U.S. security contractor Blackwater, under investigation over deadly incidents in Iraq, defended its role there on Tuesday, but lawmakers took aim at the company's actions in a Sept. 16 shooting in which 11 Iraqis were killed. Blackwater founder and former Navy SEAL Erik Prince said in in testimony prepared for the House of Representatives Committee on Oversight and Government Reform that his staff acted "appropriately" on that day in a very complex war zone.
"There has been a rush to judgment based on inaccurate information, and many public reports have wrongly pronounced Blackwater's guilt for the deaths of varying numbers of civilians," Prince said in the testimony.
"Congress should not accept these allegations as truth until it has the facts," added Prince.

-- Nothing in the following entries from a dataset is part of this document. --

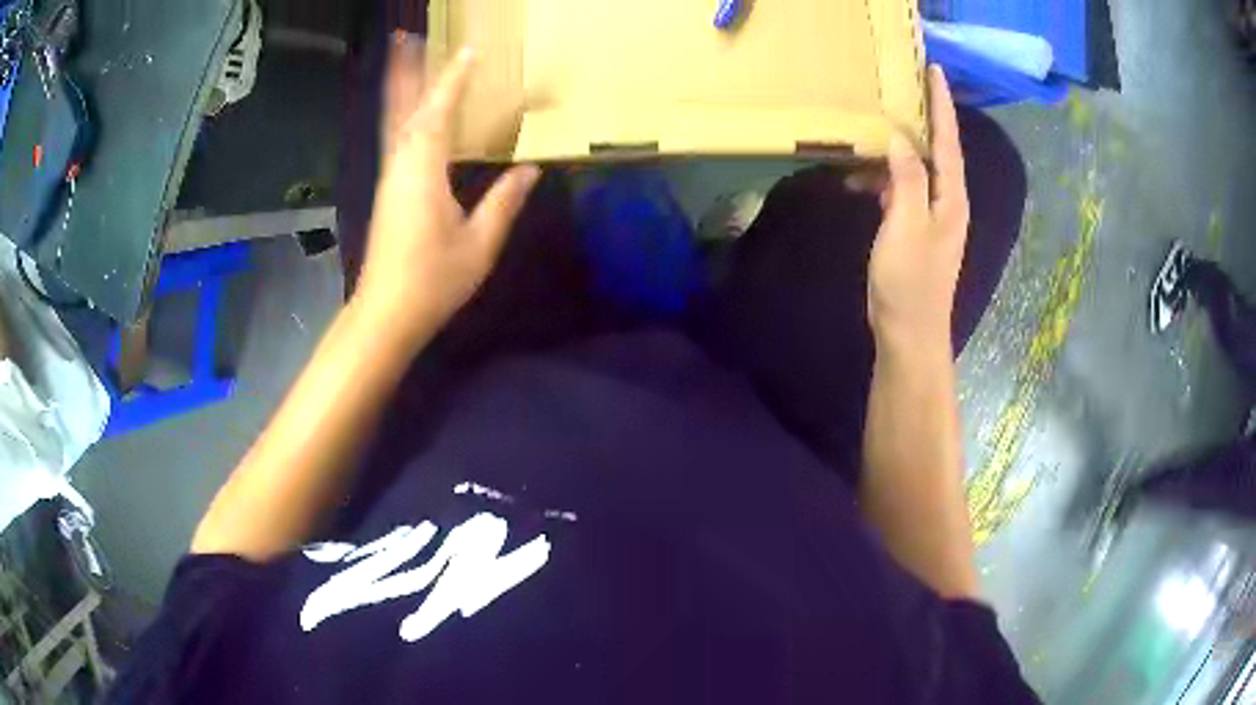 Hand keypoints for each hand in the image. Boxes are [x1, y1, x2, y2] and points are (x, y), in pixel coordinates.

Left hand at [357, 34, 540, 350]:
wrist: (386, 314)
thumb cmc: (433, 280)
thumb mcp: (479, 243)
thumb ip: (503, 202)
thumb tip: (528, 170)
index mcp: (424, 170)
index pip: (439, 112)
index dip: (454, 79)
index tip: (469, 50)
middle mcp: (401, 165)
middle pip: (403, 107)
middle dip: (406, 71)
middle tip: (405, 38)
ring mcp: (390, 178)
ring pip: (394, 122)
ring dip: (400, 89)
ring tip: (402, 60)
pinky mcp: (388, 192)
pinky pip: (395, 140)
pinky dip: (401, 116)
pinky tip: (410, 114)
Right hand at [867, 66, 969, 349]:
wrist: (910, 333)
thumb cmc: (910, 281)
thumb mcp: (906, 225)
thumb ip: (907, 179)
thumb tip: (899, 140)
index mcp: (951, 198)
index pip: (948, 141)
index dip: (942, 105)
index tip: (935, 72)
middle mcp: (948, 203)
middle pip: (937, 151)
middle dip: (923, 118)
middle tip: (904, 88)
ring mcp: (932, 218)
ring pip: (916, 170)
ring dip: (895, 151)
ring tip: (869, 130)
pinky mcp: (916, 231)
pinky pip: (902, 191)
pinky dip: (884, 180)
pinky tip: (860, 181) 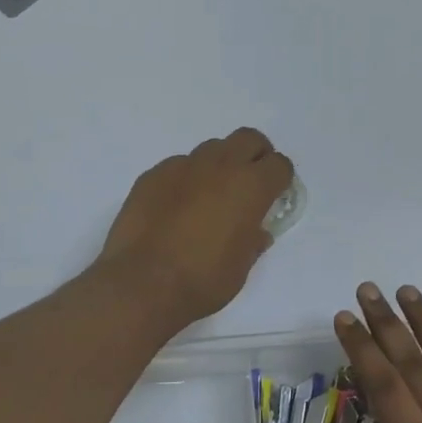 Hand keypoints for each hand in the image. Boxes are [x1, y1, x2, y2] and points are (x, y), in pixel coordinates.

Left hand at [97, 128, 293, 327]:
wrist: (141, 284)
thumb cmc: (202, 281)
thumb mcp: (241, 268)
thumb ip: (252, 241)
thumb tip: (255, 231)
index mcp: (250, 187)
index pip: (279, 165)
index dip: (280, 180)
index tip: (274, 196)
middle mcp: (220, 166)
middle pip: (248, 138)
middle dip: (255, 155)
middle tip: (249, 183)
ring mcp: (183, 166)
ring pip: (211, 149)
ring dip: (219, 165)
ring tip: (210, 196)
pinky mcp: (153, 175)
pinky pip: (178, 166)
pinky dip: (186, 179)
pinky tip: (176, 207) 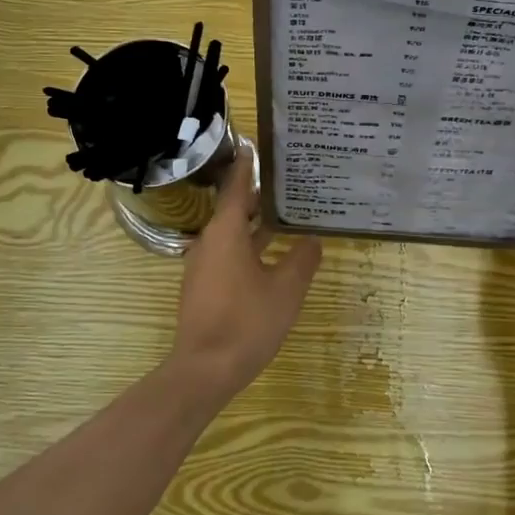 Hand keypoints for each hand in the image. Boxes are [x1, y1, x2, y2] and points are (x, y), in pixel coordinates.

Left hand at [168, 143, 322, 401]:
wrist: (205, 369)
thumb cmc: (247, 322)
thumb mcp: (286, 289)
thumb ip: (302, 259)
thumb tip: (312, 240)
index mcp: (225, 233)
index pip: (236, 186)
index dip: (246, 165)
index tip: (254, 145)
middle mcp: (209, 242)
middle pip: (232, 209)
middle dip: (256, 195)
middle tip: (284, 181)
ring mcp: (202, 266)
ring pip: (230, 234)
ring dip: (253, 223)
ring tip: (283, 215)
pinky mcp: (203, 287)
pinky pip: (226, 254)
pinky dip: (247, 246)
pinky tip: (269, 255) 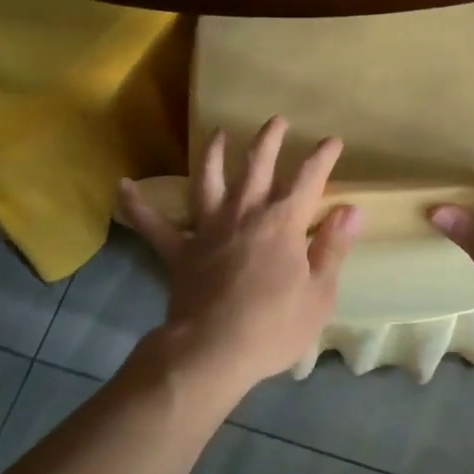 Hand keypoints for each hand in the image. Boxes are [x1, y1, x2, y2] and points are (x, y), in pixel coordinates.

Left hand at [116, 117, 360, 395]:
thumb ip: (332, 247)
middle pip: (257, 165)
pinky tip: (122, 187)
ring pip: (209, 180)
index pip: (309, 179)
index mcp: (283, 222)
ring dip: (213, 154)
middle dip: (269, 140)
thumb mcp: (319, 293)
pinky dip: (138, 206)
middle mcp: (245, 213)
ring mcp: (208, 228)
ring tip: (216, 133)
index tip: (332, 140)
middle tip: (276, 121)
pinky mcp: (179, 251)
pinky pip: (154, 225)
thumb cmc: (273, 326)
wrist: (212, 352)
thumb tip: (351, 209)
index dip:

Iraq's government has been strongly critical of Blackwater and has called the shooting incident a crime.
Committee chairman Henry Waxman, a California Democrat, said there were serious questions about Blackwater's performance and that the Sept. 16 shooting was just the latest in a number of "troubling" incidents.
"Is Blackwater, a private military contractor, helping or hurting our efforts in Iraq," Waxman asked in his opening statement.
"Blackwater will be accountable," he added.
Blackwater, which has received U.S. government contracts worth more than a billion dollars since 2001, is under intense scrutiny over its security work in Iraq, where Prince said the North Carolina firm had about 1,000 personnel.
The hearing comes amid growing questions over the role of private contractors in Iraq and whether the U.S. government relies too heavily on outsiders to perform jobs traditionally done by the military.